武人


 西園寺は竜宮を介抱している。竜宮に怪我はない。気絶していたが、意識は取り戻した。少し腰が抜けている程度だ。


「……返事をしろ。貴様はRレアだぞ。先程説明しただろ。Rレアはこの世界でごく一部の人間だけであり、全く使い物にならない下級国民だ」


「や、俺この国の住人じゃねえし」


 兵士の眉間にシワが寄った。説明は受けている、この世界の住人の殆どはSRランクで稀にSSRが生まれるだけだ。


「ちょ、ちょっと御子柴! あ、あんたあの人に謝んなさいよ。超怒ってるじゃん!」

「……へ? 謝る場面なのか? 俺、ちょっとよくわかんねえわ」


 兵士は一瞬の沈黙の後、大笑いをした。その顔の裏には怒りを押し込めている。


「がはははっ、それは非常に珍しい愚物だ。そんな奴今まで見たこともない。……俺のベーススキルは『剣士B』だ。行くぞ」


 俺は知っている。こういう時は自分の能力を隠して周りに悟らせない方がいいって。陰で動いた方が得策だって。


 ジョナサンが剣を構えて迫る――


「動くんじゃねえぞ」


 ジョナサンにだけ聞こえる言霊。

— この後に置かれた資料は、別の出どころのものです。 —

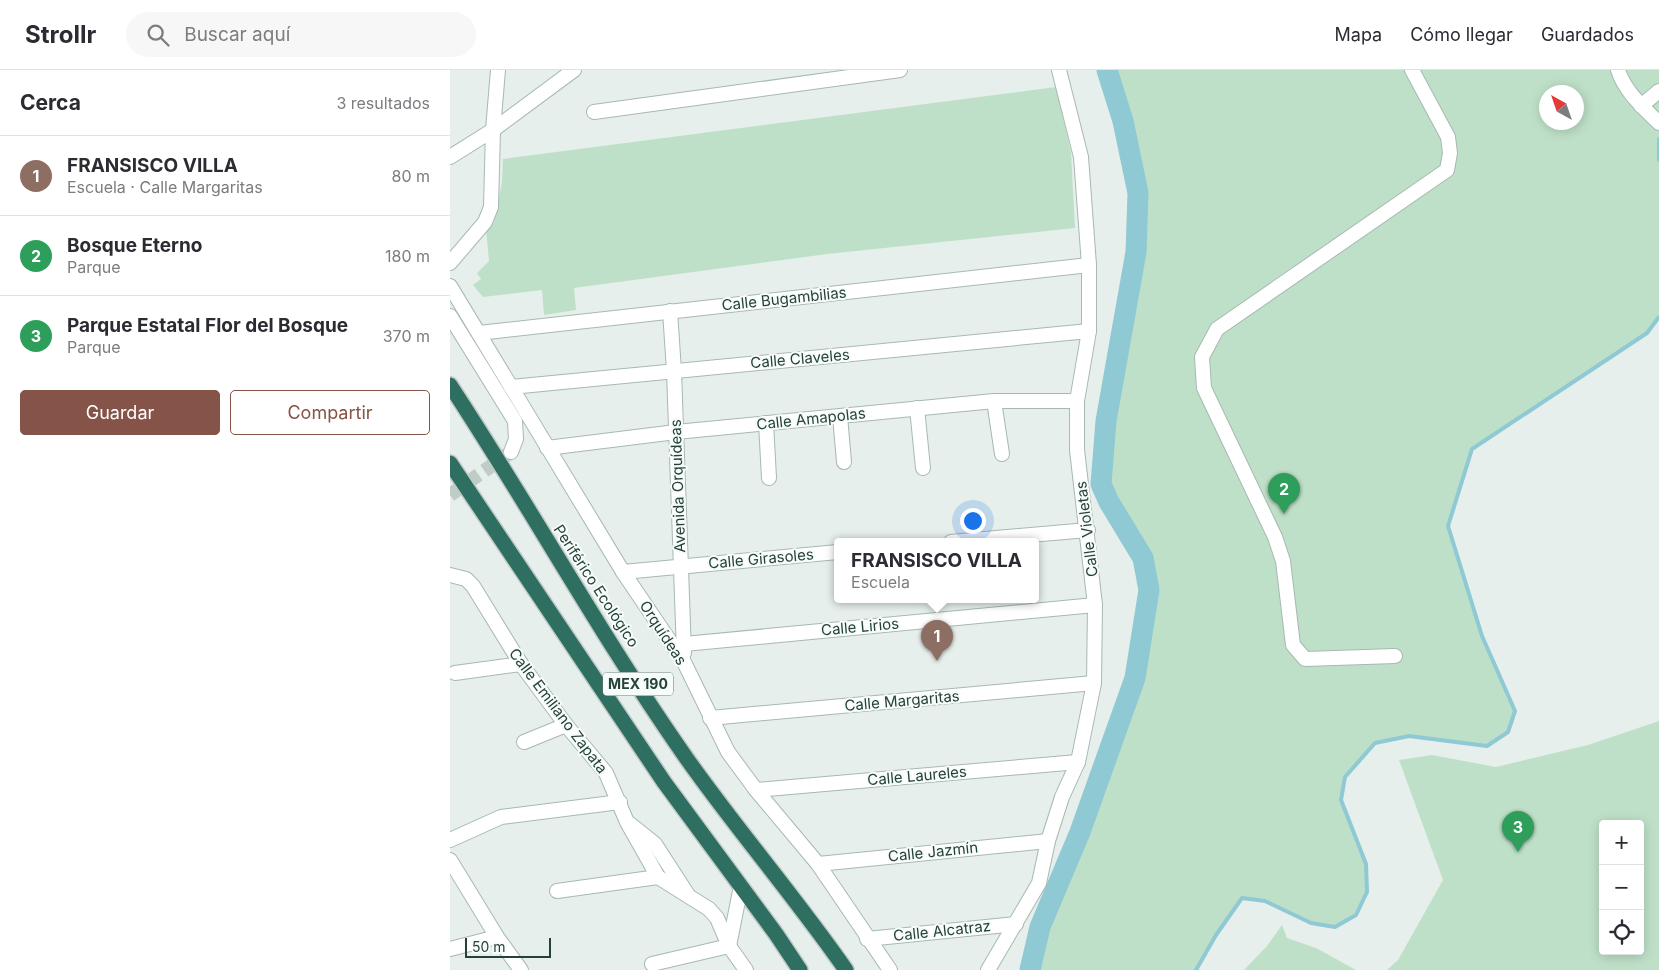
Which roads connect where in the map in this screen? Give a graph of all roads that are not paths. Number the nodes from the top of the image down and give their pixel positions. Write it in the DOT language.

それは意志を持って相手に命令させる。


 なんとなくだが、模擬戦を見ていてスキルの仕組みがちょっとだけわかった。

 スキルを介して魔力という存在を身体に取り込み、自分の身体に合った適切な魔法を行使する。剣士の場合も同じだ。スキルを介し魔力を取り込み、技量を高める。その剣は岩おも切り裂くだろう。


 並列思考は必要無い。本気を出すまでもねえ――


 身体の抑圧を解き放ち、威圧を兵士に向けて放つ。剣を構えていた兵士の動きがさらに鈍る。

 それでも兵士は俺に向かって剣を振るってきた。

 その軌道は俺の首筋、本気で俺を殺そうとしている。さっきの竜宮の時と同じだ。あれも死んでもおかしくなかった。


 ――ということはRレアは死んで当然の立ち位置なんだ。


 動きが遅ければなんてことはない。人体の急所はきっと同じだろう。


 スローな剣をギリギリで躱し、見えない速度で喉元に拳を突き立てる――


「ぐっ、ほっぁっ……、かっ……」


 返す拳を兵士の腹にゆっくりと打ち込む。着込んでいる鎧は意味をなさない。なぜなら衝撃は背中を抜ける。

 兵士は昏倒して地面へと倒れ込んだ。


 ……この程度で昏倒するのか。まあ想定内だな。スキルについて勉強する必要があるな。

 多分、この場所は知識の宝庫だ。いられるうちに全部記憶しておこう。


「えっと、殴ったら倒れちまったぞ? 俺ってラッキーだな。ははっ」


 周りから見たら俺が必死に躱して、軽いパンチを当てたら倒れたっていう風に見えるだろな。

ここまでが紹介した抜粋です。